◆ Task directions
The records that follow are to be reproduced exactly. Any pictures in them are left out.

(Collection entries)
* * *

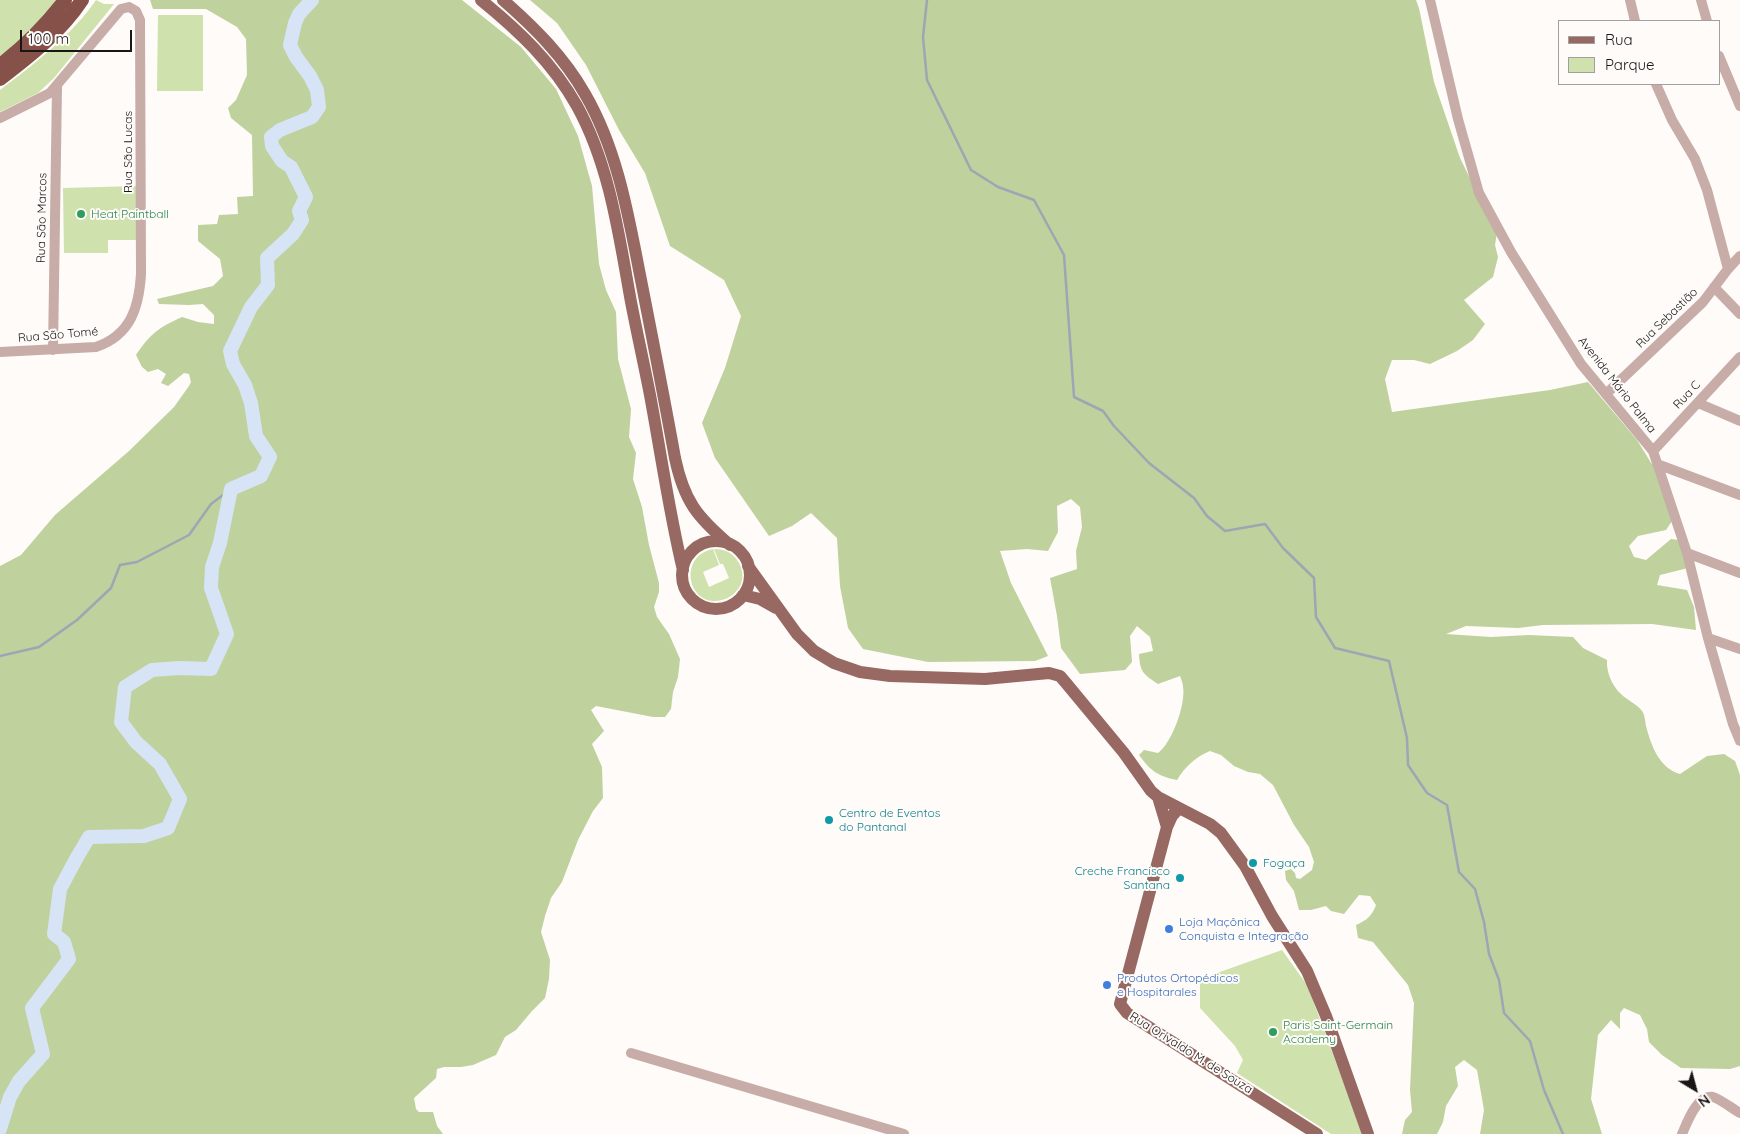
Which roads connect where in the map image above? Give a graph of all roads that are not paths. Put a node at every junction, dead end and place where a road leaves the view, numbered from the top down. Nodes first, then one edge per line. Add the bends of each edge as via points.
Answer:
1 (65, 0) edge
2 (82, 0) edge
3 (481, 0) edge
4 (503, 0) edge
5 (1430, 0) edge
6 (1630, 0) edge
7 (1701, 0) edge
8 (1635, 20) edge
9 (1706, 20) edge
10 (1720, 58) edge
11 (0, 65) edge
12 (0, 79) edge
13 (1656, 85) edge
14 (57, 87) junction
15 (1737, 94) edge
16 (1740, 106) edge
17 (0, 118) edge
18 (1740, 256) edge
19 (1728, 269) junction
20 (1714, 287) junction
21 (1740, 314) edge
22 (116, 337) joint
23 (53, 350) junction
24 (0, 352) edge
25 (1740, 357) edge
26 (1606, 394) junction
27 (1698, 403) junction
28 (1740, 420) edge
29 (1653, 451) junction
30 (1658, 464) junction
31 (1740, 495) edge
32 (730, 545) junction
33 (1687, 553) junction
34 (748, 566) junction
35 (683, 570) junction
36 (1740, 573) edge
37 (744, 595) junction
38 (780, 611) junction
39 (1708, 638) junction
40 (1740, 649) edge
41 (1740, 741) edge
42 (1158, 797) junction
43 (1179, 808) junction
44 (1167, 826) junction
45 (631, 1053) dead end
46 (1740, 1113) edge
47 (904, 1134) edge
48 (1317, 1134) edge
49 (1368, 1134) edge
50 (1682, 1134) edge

* * *

◆ Task result
Which roads connect where in the map image above? Give a graph of all roads that are not paths. Put a node at every junction, dead end and place where a road leaves the view, numbered from the top down. Nodes first, then one edge per line. Add the bends of each edge as via points.
Answer:
1 (65, 0) edge
2 (82, 0) edge
3 (481, 0) edge
4 (503, 0) edge
5 (1430, 0) edge
6 (1630, 0) edge
7 (1701, 0) edge
8 (1635, 20) edge
9 (1706, 20) edge
10 (1720, 58) edge
11 (0, 65) edge
12 (0, 79) edge
13 (1656, 85) edge
14 (57, 87) junction
15 (1737, 94) edge
16 (1740, 106) edge
17 (0, 118) edge
18 (1740, 256) edge
19 (1728, 269) junction
20 (1714, 287) junction
21 (1740, 314) edge
22 (116, 337) joint
23 (53, 350) junction
24 (0, 352) edge
25 (1740, 357) edge
26 (1606, 394) junction
27 (1698, 403) junction
28 (1740, 420) edge
29 (1653, 451) junction
30 (1658, 464) junction
31 (1740, 495) edge
32 (730, 545) junction
33 (1687, 553) junction
34 (748, 566) junction
35 (683, 570) junction
36 (1740, 573) edge
37 (744, 595) junction
38 (780, 611) junction
39 (1708, 638) junction
40 (1740, 649) edge
41 (1740, 741) edge
42 (1158, 797) junction
43 (1179, 808) junction
44 (1167, 826) junction
45 (631, 1053) dead end
46 (1740, 1113) edge
47 (904, 1134) edge
48 (1317, 1134) edge
49 (1368, 1134) edge
50 (1682, 1134) edge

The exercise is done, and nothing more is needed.